Only an exact copy of every record counts as an answer.

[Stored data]

[Start of section]

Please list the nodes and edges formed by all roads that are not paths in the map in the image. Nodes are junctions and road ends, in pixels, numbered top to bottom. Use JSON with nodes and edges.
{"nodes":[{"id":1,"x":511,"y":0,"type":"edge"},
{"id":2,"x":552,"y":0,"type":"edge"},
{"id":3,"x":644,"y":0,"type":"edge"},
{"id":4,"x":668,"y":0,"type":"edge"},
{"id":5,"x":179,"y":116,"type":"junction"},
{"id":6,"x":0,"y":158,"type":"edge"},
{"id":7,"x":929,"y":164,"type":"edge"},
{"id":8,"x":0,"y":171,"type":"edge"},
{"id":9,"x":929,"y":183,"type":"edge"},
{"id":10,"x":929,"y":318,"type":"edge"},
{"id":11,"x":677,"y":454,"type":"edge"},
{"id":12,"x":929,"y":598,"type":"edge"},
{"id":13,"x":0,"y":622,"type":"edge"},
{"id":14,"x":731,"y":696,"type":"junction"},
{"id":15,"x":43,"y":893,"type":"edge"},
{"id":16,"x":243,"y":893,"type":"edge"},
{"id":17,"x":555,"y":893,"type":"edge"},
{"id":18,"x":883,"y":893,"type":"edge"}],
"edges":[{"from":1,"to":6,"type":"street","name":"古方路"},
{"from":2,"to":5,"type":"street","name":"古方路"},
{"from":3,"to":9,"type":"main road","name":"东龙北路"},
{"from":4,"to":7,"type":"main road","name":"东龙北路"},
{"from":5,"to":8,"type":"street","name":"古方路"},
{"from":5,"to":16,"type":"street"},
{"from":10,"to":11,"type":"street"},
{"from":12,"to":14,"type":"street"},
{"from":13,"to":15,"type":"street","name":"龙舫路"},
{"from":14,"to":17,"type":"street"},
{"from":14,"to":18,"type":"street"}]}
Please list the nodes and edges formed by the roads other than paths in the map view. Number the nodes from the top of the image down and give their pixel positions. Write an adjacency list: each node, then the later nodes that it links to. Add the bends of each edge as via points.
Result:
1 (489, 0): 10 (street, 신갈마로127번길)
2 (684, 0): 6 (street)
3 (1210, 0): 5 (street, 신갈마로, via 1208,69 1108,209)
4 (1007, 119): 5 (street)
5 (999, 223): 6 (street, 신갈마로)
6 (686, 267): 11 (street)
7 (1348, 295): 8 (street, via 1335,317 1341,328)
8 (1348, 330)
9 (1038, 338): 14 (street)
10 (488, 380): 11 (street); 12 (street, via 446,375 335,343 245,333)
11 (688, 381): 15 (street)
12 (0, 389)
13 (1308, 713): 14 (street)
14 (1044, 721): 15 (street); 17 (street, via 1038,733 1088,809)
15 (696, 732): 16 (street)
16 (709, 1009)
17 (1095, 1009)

[End of section]

RESPONSE FOR THIS EXERCISE
Please list the nodes and edges formed by all roads that are not paths in the map in the image. Nodes are junctions and road ends, in pixels, numbered top to bottom. Use JSON with nodes and edges.
{"nodes":[{"id":1,"x":511,"y":0,"type":"edge"},
{"id":2,"x":552,"y":0,"type":"edge"},
{"id":3,"x":644,"y":0,"type":"edge"},
{"id":4,"x":668,"y":0,"type":"edge"},
{"id":5,"x":179,"y":116,"type":"junction"},
{"id":6,"x":0,"y":158,"type":"edge"},
{"id":7,"x":929,"y":164,"type":"edge"},
{"id":8,"x":0,"y":171,"type":"edge"},
{"id":9,"x":929,"y":183,"type":"edge"},
{"id":10,"x":929,"y":318,"type":"edge"},
{"id":11,"x":677,"y":454,"type":"edge"},
{"id":12,"x":929,"y":598,"type":"edge"},
{"id":13,"x":0,"y":622,"type":"edge"},
{"id":14,"x":731,"y":696,"type":"junction"},
{"id":15,"x":43,"y":893,"type":"edge"},
{"id":16,"x":243,"y":893,"type":"edge"},
{"id":17,"x":555,"y":893,"type":"edge"},
{"id":18,"x":883,"y":893,"type":"edge"}],
"edges":[{"from":1,"to":6,"type":"street","name":"古方路"},
{"from":2,"to":5,"type":"street","name":"古方路"},
{"from":3,"to":9,"type":"main road","name":"东龙北路"},
{"from":4,"to":7,"type":"main road","name":"东龙北路"},
{"from":5,"to":8,"type":"street","name":"古方路"},
{"from":5,"to":16,"type":"street"},
{"from":10,"to":11,"type":"street"},
{"from":12,"to":14,"type":"street"},
{"from":13,"to":15,"type":"street","name":"龙舫路"},
{"from":14,"to":17,"type":"street"},
{"from":14,"to":18,"type":"street"}]}
Please list the nodes and edges formed by the roads other than paths in the map view. Number the nodes from the top of the image down and give their pixel positions. Write an adjacency list: each node, then the later nodes that it links to. Add the bends of each edge as via points.
Result:
1 (489, 0): 10 (street, 신갈마로127번길)
2 (684, 0): 6 (street)
3 (1210, 0): 5 (street, 신갈마로, via 1208,69 1108,209)
4 (1007, 119): 5 (street)
5 (999, 223): 6 (street, 신갈마로)
6 (686, 267): 11 (street)
7 (1348, 295): 8 (street, via 1335,317 1341,328)
8 (1348, 330)
9 (1038, 338): 14 (street)
10 (488, 380): 11 (street); 12 (street, via 446,375 335,343 245,333)
11 (688, 381): 15 (street)
12 (0, 389)
13 (1308, 713): 14 (street)
14 (1044, 721): 15 (street); 17 (street, via 1038,733 1088,809)
15 (696, 732): 16 (street)
16 (709, 1009)
17 (1095, 1009)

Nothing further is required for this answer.